--- Work task ---
The complete set of records below must be repeated precisely as given.

=== Stored data ===

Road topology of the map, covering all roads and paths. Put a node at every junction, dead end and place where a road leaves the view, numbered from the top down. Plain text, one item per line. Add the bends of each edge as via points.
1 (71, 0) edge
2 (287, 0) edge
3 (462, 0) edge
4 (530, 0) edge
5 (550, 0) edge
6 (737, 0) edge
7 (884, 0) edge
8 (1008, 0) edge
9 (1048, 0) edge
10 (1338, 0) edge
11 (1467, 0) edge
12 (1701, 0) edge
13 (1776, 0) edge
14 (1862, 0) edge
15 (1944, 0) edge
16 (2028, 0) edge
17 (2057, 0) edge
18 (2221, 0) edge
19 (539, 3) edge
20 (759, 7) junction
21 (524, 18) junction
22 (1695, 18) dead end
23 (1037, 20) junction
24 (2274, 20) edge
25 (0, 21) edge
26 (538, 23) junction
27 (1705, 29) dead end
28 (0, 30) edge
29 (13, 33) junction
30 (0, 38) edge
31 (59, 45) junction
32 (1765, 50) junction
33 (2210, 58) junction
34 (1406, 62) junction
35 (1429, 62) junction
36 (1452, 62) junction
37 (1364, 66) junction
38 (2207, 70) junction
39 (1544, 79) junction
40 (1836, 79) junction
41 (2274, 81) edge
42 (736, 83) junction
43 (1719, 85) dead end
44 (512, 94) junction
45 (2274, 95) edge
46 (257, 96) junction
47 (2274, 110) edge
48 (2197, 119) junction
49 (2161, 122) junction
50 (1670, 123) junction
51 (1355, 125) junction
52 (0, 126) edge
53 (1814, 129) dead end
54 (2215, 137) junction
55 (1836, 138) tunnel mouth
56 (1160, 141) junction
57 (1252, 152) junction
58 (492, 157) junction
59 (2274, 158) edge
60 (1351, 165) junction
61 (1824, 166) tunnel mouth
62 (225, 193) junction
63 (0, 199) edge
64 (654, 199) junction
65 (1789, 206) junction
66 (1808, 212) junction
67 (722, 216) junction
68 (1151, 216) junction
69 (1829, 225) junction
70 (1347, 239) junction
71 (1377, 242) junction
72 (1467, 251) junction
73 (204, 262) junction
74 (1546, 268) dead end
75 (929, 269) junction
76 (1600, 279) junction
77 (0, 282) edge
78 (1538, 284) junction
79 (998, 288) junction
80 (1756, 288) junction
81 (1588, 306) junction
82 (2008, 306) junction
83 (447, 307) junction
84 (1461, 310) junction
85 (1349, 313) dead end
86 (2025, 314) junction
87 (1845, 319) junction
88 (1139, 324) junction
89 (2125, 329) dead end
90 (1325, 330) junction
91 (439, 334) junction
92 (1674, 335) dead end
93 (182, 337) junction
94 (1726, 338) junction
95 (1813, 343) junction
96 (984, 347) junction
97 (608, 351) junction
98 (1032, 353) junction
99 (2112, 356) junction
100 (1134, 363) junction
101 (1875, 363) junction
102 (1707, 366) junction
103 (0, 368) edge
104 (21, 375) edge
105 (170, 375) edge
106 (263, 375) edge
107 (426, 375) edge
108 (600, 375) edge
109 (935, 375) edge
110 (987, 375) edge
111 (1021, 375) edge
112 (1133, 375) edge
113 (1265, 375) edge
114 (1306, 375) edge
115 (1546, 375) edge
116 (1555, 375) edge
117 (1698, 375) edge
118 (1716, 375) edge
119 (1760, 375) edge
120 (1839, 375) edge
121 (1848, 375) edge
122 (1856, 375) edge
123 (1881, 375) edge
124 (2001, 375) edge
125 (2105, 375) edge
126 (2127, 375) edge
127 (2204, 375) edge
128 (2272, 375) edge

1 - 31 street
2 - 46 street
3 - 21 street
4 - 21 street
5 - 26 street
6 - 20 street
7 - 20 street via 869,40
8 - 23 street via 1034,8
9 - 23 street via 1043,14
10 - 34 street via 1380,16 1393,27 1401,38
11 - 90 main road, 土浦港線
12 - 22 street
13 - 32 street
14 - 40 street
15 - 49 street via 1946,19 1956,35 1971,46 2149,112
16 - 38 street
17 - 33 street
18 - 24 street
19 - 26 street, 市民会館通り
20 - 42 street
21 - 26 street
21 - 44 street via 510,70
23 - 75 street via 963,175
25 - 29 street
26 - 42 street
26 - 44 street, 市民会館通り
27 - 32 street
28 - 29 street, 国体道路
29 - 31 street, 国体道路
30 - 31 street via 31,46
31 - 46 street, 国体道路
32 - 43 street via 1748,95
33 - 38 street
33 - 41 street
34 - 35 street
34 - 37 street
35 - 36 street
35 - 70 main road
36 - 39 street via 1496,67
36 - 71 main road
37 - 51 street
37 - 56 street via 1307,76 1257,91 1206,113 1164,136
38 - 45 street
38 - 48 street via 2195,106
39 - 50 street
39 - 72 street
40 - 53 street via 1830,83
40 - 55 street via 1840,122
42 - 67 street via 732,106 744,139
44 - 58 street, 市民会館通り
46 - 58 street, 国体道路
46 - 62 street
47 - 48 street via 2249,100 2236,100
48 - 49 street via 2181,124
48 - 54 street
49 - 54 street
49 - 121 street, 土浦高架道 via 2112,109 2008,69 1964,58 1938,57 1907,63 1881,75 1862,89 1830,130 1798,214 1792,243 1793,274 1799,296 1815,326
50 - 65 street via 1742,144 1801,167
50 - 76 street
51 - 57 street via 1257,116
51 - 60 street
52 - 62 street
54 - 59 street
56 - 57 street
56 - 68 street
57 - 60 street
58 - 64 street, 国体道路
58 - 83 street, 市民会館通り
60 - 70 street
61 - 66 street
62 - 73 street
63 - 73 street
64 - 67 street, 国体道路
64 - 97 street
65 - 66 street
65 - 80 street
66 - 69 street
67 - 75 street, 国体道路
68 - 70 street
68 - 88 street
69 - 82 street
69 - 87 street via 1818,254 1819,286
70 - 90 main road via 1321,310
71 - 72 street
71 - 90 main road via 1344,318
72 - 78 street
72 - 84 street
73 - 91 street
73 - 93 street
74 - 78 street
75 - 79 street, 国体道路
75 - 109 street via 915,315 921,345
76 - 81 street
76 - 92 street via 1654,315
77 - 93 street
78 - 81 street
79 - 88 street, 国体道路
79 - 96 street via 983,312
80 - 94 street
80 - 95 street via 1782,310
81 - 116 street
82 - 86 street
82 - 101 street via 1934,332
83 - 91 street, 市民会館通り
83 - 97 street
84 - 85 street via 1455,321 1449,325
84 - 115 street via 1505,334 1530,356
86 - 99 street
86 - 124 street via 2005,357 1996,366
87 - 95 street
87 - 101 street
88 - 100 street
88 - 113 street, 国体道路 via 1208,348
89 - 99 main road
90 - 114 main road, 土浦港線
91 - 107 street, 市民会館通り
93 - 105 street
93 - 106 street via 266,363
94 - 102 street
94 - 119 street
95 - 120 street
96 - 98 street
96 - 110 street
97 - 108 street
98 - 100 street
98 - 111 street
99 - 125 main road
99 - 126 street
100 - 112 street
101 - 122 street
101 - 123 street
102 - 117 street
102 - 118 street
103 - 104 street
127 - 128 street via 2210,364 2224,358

===

--- Solution for this task ---
Road topology of the map, covering all roads and paths. Put a node at every junction, dead end and place where a road leaves the view, numbered from the top down. Plain text, one item per line. Add the bends of each edge as via points.
1 (71, 0) edge
2 (287, 0) edge
3 (462, 0) edge
4 (530, 0) edge
5 (550, 0) edge
6 (737, 0) edge
7 (884, 0) edge
8 (1008, 0) edge
9 (1048, 0) edge
10 (1338, 0) edge
11 (1467, 0) edge
12 (1701, 0) edge
13 (1776, 0) edge
14 (1862, 0) edge
15 (1944, 0) edge
16 (2028, 0) edge
17 (2057, 0) edge
18 (2221, 0) edge
19 (539, 3) edge
20 (759, 7) junction
21 (524, 18) junction
22 (1695, 18) dead end
23 (1037, 20) junction
24 (2274, 20) edge
25 (0, 21) edge
26 (538, 23) junction
27 (1705, 29) dead end
28 (0, 30) edge
29 (13, 33) junction
30 (0, 38) edge
31 (59, 45) junction
32 (1765, 50) junction
33 (2210, 58) junction
34 (1406, 62) junction
35 (1429, 62) junction
36 (1452, 62) junction
37 (1364, 66) junction
38 (2207, 70) junction
39 (1544, 79) junction
40 (1836, 79) junction
41 (2274, 81) edge
42 (736, 83) junction
43 (1719, 85) dead end
44 (512, 94) junction
45 (2274, 95) edge
46 (257, 96) junction
47 (2274, 110) edge
48 (2197, 119) junction
49 (2161, 122) junction
50 (1670, 123) junction
51 (1355, 125) junction
52 (0, 126) edge
53 (1814, 129) dead end
54 (2215, 137) junction
55 (1836, 138) tunnel mouth
56 (1160, 141) junction
57 (1252, 152) junction
58 (492, 157) junction
59 (2274, 158) edge
60 (1351, 165) junction
61 (1824, 166) tunnel mouth
62 (225, 193) junction
63 (0, 199) edge
64 (654, 199) junction
65 (1789, 206) junction
66 (1808, 212) junction
67 (722, 216) junction
68 (1151, 216) junction
69 (1829, 225) junction
70 (1347, 239) junction
71 (1377, 242) junction
72 (1467, 251) junction
73 (204, 262) junction
74 (1546, 268) dead end
75 (929, 269) junction
76 (1600, 279) junction
77 (0, 282) edge
78 (1538, 284) junction
79 (998, 288) junction
80 (1756, 288) junction
81 (1588, 306) junction
82 (2008, 306) junction
83 (447, 307) junction
84 (1461, 310) junction
85 (1349, 313) dead end
86 (2025, 314) junction
87 (1845, 319) junction
88 (1139, 324) junction
89 (2125, 329) dead end
90 (1325, 330) junction
91 (439, 334) junction
92 (1674, 335) dead end
93 (182, 337) junction
94 (1726, 338) junction
95 (1813, 343) junction
96 (984, 347) junction
97 (608, 351) junction
98 (1032, 353) junction
99 (2112, 356) junction
100 (1134, 363) junction
101 (1875, 363) junction
102 (1707, 366) junction
103 (0, 368) edge
104 (21, 375) edge
105 (170, 375) edge
106 (263, 375) edge
107 (426, 375) edge
108 (600, 375) edge
109 (935, 375) edge
110 (987, 375) edge
111 (1021, 375) edge
112 (1133, 375) edge
113 (1265, 375) edge
114 (1306, 375) edge
115 (1546, 375) edge
116 (1555, 375) edge
117 (1698, 375) edge
118 (1716, 375) edge
119 (1760, 375) edge
120 (1839, 375) edge
121 (1848, 375) edge
122 (1856, 375) edge
123 (1881, 375) edge
124 (2001, 375) edge
125 (2105, 375) edge
126 (2127, 375) edge
127 (2204, 375) edge
128 (2272, 375) edge

1 - 31 street
2 - 46 street
3 - 21 street
4 - 21 street
5 - 26 street
6 - 20 street
7 - 20 street via 869,40
8 - 23 street via 1034,8
9 - 23 street via 1043,14
10 - 34 street via 1380,16 1393,27 1401,38
11 - 90 main road, 土浦港線
12 - 22 street
13 - 32 street
14 - 40 street
15 - 49 street via 1946,19 1956,35 1971,46 2149,112
16 - 38 street
17 - 33 street
18 - 24 street
19 - 26 street, 市民会館通り
20 - 42 street
21 - 26 street
21 - 44 street via 510,70
23 - 75 street via 963,175
25 - 29 street
26 - 42 street
26 - 44 street, 市民会館通り
27 - 32 street
28 - 29 street, 国体道路
29 - 31 street, 国体道路
30 - 31 street via 31,46
31 - 46 street, 国体道路
32 - 43 street via 1748,95
33 - 38 street
33 - 41 street
34 - 35 street
34 - 37 street
35 - 36 street
35 - 70 main road
36 - 39 street via 1496,67
36 - 71 main road
37 - 51 street
37 - 56 street via 1307,76 1257,91 1206,113 1164,136
38 - 45 street
38 - 48 street via 2195,106
39 - 50 street
39 - 72 street
40 - 53 street via 1830,83
40 - 55 street via 1840,122
42 - 67 street via 732,106 744,139
44 - 58 street, 市民会館通り
46 - 58 street, 国体道路
46 - 62 street
47 - 48 street via 2249,100 2236,100
48 - 49 street via 2181,124
48 - 54 street
49 - 54 street
49 - 121 street, 土浦高架道 via 2112,109 2008,69 1964,58 1938,57 1907,63 1881,75 1862,89 1830,130 1798,214 1792,243 1793,274 1799,296 1815,326
50 - 65 street via 1742,144 1801,167
50 - 76 street
51 - 57 street via 1257,116
51 - 60 street
52 - 62 street
54 - 59 street
56 - 57 street
56 - 68 street
57 - 60 street
58 - 64 street, 国体道路
58 - 83 street, 市民会館通り
60 - 70 street
61 - 66 street
62 - 73 street
63 - 73 street
64 - 67 street, 国体道路
64 - 97 street
65 - 66 street
65 - 80 street
66 - 69 street
67 - 75 street, 国体道路
68 - 70 street
68 - 88 street
69 - 82 street
69 - 87 street via 1818,254 1819,286
70 - 90 main road via 1321,310
71 - 72 street
71 - 90 main road via 1344,318
72 - 78 street
72 - 84 street
73 - 91 street
73 - 93 street
74 - 78 street
75 - 79 street, 国体道路
75 - 109 street via 915,315 921,345
76 - 81 street
76 - 92 street via 1654,315
77 - 93 street
78 - 81 street
79 - 88 street, 国体道路
79 - 96 street via 983,312
80 - 94 street
80 - 95 street via 1782,310
81 - 116 street
82 - 86 street
82 - 101 street via 1934,332
83 - 91 street, 市民会館通り
83 - 97 street
84 - 85 street via 1455,321 1449,325
84 - 115 street via 1505,334 1530,356
86 - 99 street
86 - 124 street via 2005,357 1996,366
87 - 95 street
87 - 101 street
88 - 100 street
88 - 113 street, 国体道路 via 1208,348
89 - 99 main road
90 - 114 main road, 土浦港線
91 - 107 street, 市民会館通り
93 - 105 street
93 - 106 street via 266,363
94 - 102 street
94 - 119 street
95 - 120 street
96 - 98 street
96 - 110 street
97 - 108 street
98 - 100 street
98 - 111 street
99 - 125 main road
99 - 126 street
100 - 112 street
101 - 122 street
101 - 123 street
102 - 117 street
102 - 118 street
103 - 104 street
127 - 128 street via 2210,364 2224,358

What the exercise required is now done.